Fuchsia magellanica (chilco o fucsia) es un arbusto siempre verde de 2 a 4 metros de altura, nativo de Sudamérica (Chile y Argentina), al igual que dos de sus polinizadores más importantes, Sephanoides sephaniodes (colibrí o picaflor chico) y Bombus dahlbomii (abejorro colorado o moscardón).
Catalogado En Peligro por la Unión Internacional para la Conservación de la Naturaleza (IUCN), Bombus dahlbomii, el único abejorro nativo de los bosque subantárticos, ha desaparecido del 80% del territorio que habitaba en Chile hace 20 años, debido a la fragmentación de su hábitat, contaminación por pesticidas, cambio climático y las interacciones con congéneres introducidos.
La introducción de Bombus terrestris (abejorro europeo), en los años 90s, con el fin de aumentar la polinización de cultivos, es una situación común a nivel mundial que ha traído lamentables impactos ecológicos.
Uno de los impactos ocasionados por este invasor biológico es el robo de néctar, afectando las interacciones simbióticas entre flora y fauna nativa.
A diferencia de los polinizadores, Bombus terrestris accede al néctar rompiendo el cáliz de la flor, no brindando el servicio de polinización.
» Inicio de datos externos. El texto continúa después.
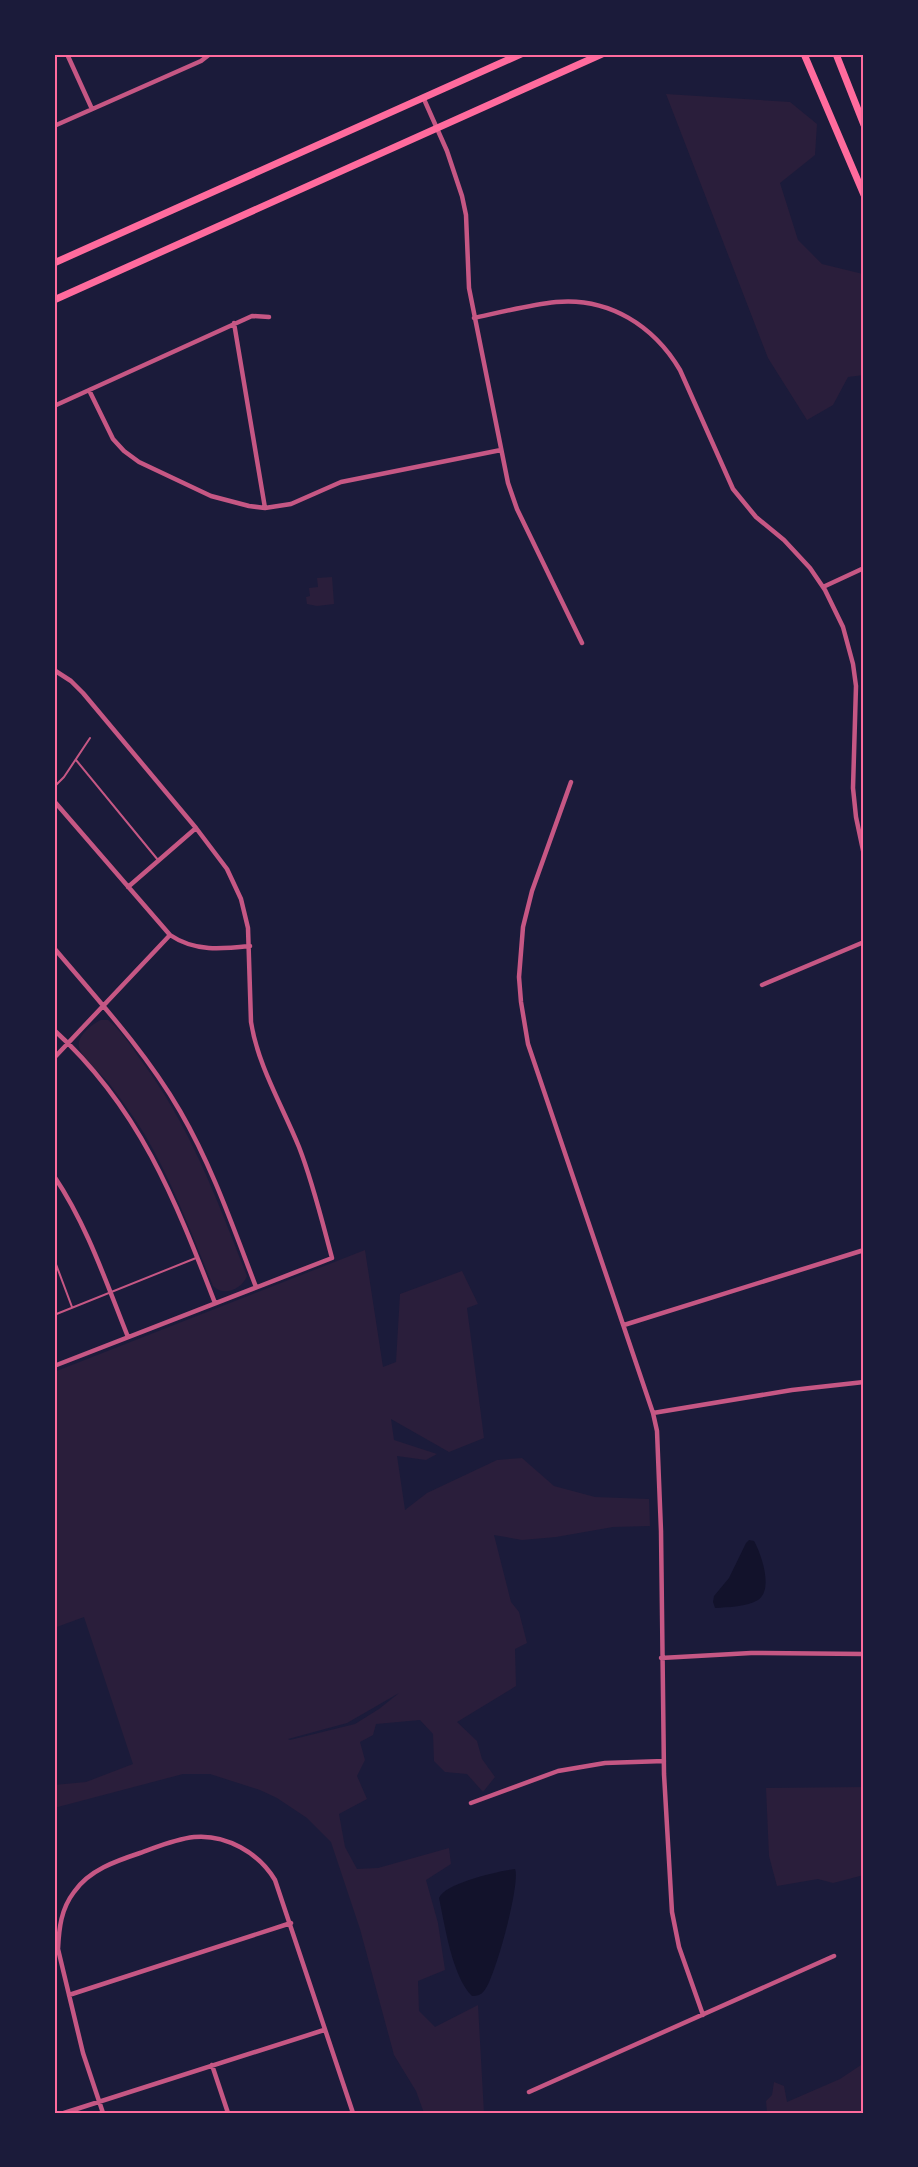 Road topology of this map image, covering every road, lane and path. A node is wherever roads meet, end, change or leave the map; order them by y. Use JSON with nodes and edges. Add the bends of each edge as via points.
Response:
{"nodes":[{"id":1,"x":67,"y":54,"type":"edge"},
{"id":2,"x":210,"y":54,"type":"edge"},
{"id":3,"x":521,"y":54,"type":"edge"},
{"id":4,"x":602,"y":54,"type":"edge"},
{"id":5,"x":804,"y":54,"type":"edge"},
{"id":6,"x":836,"y":54,"type":"edge"},
{"id":7,"x":423,"y":98,"type":"junction"},
{"id":8,"x":92,"y":109,"type":"junction"},
{"id":9,"x":864,"y":125,"type":"edge"},
{"id":10,"x":54,"y":126,"type":"edge"},
{"id":11,"x":438,"y":128,"type":"junction"},
{"id":12,"x":864,"y":195,"type":"edge"},
{"id":13,"x":54,"y":263,"type":"edge"},
{"id":14,"x":54,"y":300,"type":"edge"},
{"id":15,"x":269,"y":317,"type":"dead end"},
{"id":16,"x":474,"y":318,"type":"junction"},
{"id":17,"x":234,"y":323,"type":"junction"},
{"id":18,"x":89,"y":390,"type":"junction"},
{"id":19,"x":54,"y":406,"type":"edge"},
{"id":20,"x":501,"y":450,"type":"junction"},
{"id":21,"x":265,"y":508,"type":"junction"},
{"id":22,"x":864,"y":568,"type":"edge"},
{"id":23,"x":824,"y":587,"type":"junction"},
{"id":24,"x":582,"y":643,"type":"dead end"},
{"id":25,"x":54,"y":670,"type":"edge"},
{"id":26,"x":90,"y":738,"type":"dead end"},
{"id":27,"x":76,"y":760,"type":"junction"},
{"id":28,"x":571,"y":782,"type":"dead end"},
{"id":29,"x":54,"y":787,"type":"edge"},
{"id":30,"x":54,"y":801,"type":"edge"},
{"id":31,"x":196,"y":828,"type":"junction"},
{"id":32,"x":864,"y":855,"type":"edge"},
{"id":33,"x":158,"y":861,"type":"junction"},
{"id":34,"x":128,"y":887,"type":"junction"},
{"id":35,"x":170,"y":935,"type":"junction"},
{"id":36,"x":864,"y":942,"type":"edge"},
{"id":37,"x":250,"y":946,"type":"junction"},
{"id":38,"x":54,"y":948,"type":"edge"},
{"id":39,"x":762,"y":985,"type":"dead end"},
{"id":40,"x":103,"y":1006,"type":"junction"},
{"id":41,"x":54,"y":1030,"type":"edge"},
{"id":42,"x":68,"y":1043,"type":"junction"},
{"id":43,"x":54,"y":1058,"type":"edge"},
{"id":44,"x":54,"y":1176,"type":"edge"},
{"id":45,"x":864,"y":1250,"type":"edge"},
{"id":46,"x":198,"y":1258,"type":"junction"},
{"id":47,"x":54,"y":1259,"type":"edge"},
{"id":48,"x":256,"y":1287,"type":"junction"},
{"id":49,"x":110,"y":1293,"type":"junction"},
{"id":50,"x":215,"y":1303,"type":"junction"},
{"id":51,"x":73,"y":1307,"type":"junction"},
{"id":52,"x":54,"y":1315,"type":"edge"},
{"id":53,"x":624,"y":1324,"type":"junction"},
{"id":54,"x":128,"y":1338,"type":"junction"},
{"id":55,"x":54,"y":1366,"type":"edge"},
{"id":56,"x":864,"y":1382,"type":"edge"},
{"id":57,"x":653,"y":1413,"type":"junction"},
{"id":58,"x":864,"y":1654,"type":"edge"},
{"id":59,"x":661,"y":1659,"type":"junction"},
{"id":60,"x":664,"y":1761,"type":"junction"},
{"id":61,"x":471,"y":1803,"type":"dead end"},
{"id":62,"x":291,"y":1923,"type":"junction"},
{"id":63,"x":834,"y":1956,"type":"dead end"},
{"id":64,"x":69,"y":1995,"type":"junction"},
{"id":65,"x":703,"y":2015,"type":"junction"},
{"id":66,"x":324,"y":2030,"type":"junction"},
{"id":67,"x":212,"y":2065,"type":"junction"},
{"id":68,"x":529,"y":2092,"type":"dead end"},
{"id":69,"x":99,"y":2102,"type":"junction"},
{"id":70,"x":64,"y":2113,"type":"edge"},
{"id":71,"x":103,"y":2113,"type":"edge"},
{"id":72,"x":228,"y":2113,"type":"edge"},
{"id":73,"x":353,"y":2113,"type":"edge"}],
"edges":[{"from":1,"to":8,"type":"street"},
{"from":2,"to":8,"type":"street"},
{"from":3,"to":7,"type":"main road"},
{"from":4,"to":11,"type":"main road"},
{"from":5,"to":12,"type":"main road"},
{"from":6,"to":9,"type":"main road"},
{"from":7,"to":11,"type":"street"},
{"from":7,"to":13,"type":"main road"},
{"from":8,"to":10,"type":"street"},
{"from":11,"to":14,"type":"main road"},
{"from":11,"to":16,"type":"street","via":[[456,172],[466,214]]},
{"from":15,"to":17,"type":"street","via":[[252,316]]},
{"from":16,"to":20,"type":"street"},
{"from":16,"to":23,"type":"street","via":[[542,304],[574,302],[619,312],[648,331],[680,370],[734,489],[756,517],[795,550]]},
{"from":17,"to":18,"type":"street"},
{"from":17,"to":21,"type":"street"},
{"from":18,"to":19,"type":"street"},
{"from":18,"to":21,"type":"street","via":[[113,439],[139,462],[211,496]]},
{"from":20,"to":21,"type":"street","via":[[341,482],[301,502]]},
{"from":20,"to":24,"type":"street","via":[[517,509]]},
{"from":22,"to":23,"type":"street"},
{"from":23,"to":32,"type":"street","via":[[843,627],[853,664],[854,788]]},
{"from":25,"to":31,"type":"street","via":[[82,693]]},
{"from":26,"to":27,"type":"lane"},
{"from":27,"to":29,"type":"lane"},
{"from":27,"to":33,"type":"lane"},
{"from":28,"to":53,"type":"street","via":[[523,927],[521,1002],[528,1044]]},
{"from":30,"to":34,"type":"street"},
{"from":31,"to":33,"type":"street"},
{"from":31,"to":37,"type":"street","via":[[222,860],[235,885],[245,912]]},
{"from":33,"to":34,"type":"street"},
{"from":34,"to":35,"type":"street"},
{"from":35,"to":37,"type":"street","via":[[192,946]]},
{"from":35,"to":40,"type":"street"},
{"from":36,"to":39,"type":"street"},
{"from":37,"to":48,"type":"street","via":[[253,1035],[262,1066],[314,1189],[332,1258]]},
{"from":38,"to":40,"type":"street"},
{"from":40,"to":42,"type":"street"},
{"from":40,"to":48,"type":"street","via":[[180,1111],[210,1170]]},
{"from":41,"to":42,"type":"street"},
{"from":42,"to":43,"type":"street"},
{"from":42,"to":46,"type":"street","via":[[125,1111],[152,1154]]},
{"from":44,"to":49,"type":"street","via":[[78,1216]]},
{"from":45,"to":53,"type":"street"},
{"from":46,"to":49,"type":"lane"},
{"from":46,"to":50,"type":"street"},
{"from":47,"to":51,"type":"lane"},
{"from":48,"to":50,"type":"street"},
{"from":49,"to":51,"type":"lane"},
{"from":49,"to":54,"type":"street"},
{"from":50,"to":54,"type":"street"},
{"from":51,"to":52,"type":"lane"},
{"from":53,"to":57,"type":"street"},
{"from":54,"to":55,"type":"street"},
{"from":56,"to":57,"type":"street"},
{"from":57,"to":59,"type":"street","via":[[661,1531]]},
{"from":58,"to":59,"type":"street","via":[[751,1653]]},
{"from":59,"to":60,"type":"street"},
{"from":60,"to":61,"type":"street","via":[[604,1763],[558,1771]]},
{"from":60,"to":65,"type":"street","via":[[672,1912],[679,1947]]},
{"from":62,"to":64,"type":"street"},
{"from":62,"to":64,"type":"street","via":[[270,1872],[257,1858],[216,1838],[194,1837],[113,1862],[75,1890],[63,1912],[58,1949]]},
{"from":62,"to":66,"type":"street"},
{"from":63,"to":65,"type":"street"},
{"from":64,"to":69,"type":"street"},
{"from":65,"to":68,"type":"street"},
{"from":66,"to":67,"type":"street"},
{"from":66,"to":73,"type":"street"},
{"from":67,"to":69,"type":"street"},
{"from":67,"to":72,"type":"street"},
{"from":69,"to":70,"type":"street"},
{"from":69,"to":71,"type":"street"}]}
Además, al dejar las flores dañadas y disminuir la producción de néctar, los polinizadores reducen sus visitas. Esto afectaría el éxito reproductivo de Fuchsia magellanica, provocando una disminución en su abundancia.
Fuchsia magellanica, junto a sus polinizadores han desarrollado adaptaciones coevolutivas durante millones de años. Sin embargo, Bombus terrestris ha comenzado a ejercer nuevas presiones selectivas sobre los fenotipos florales durante las últimas décadas, iniciando probablemente una interrupción de dicha coevolución.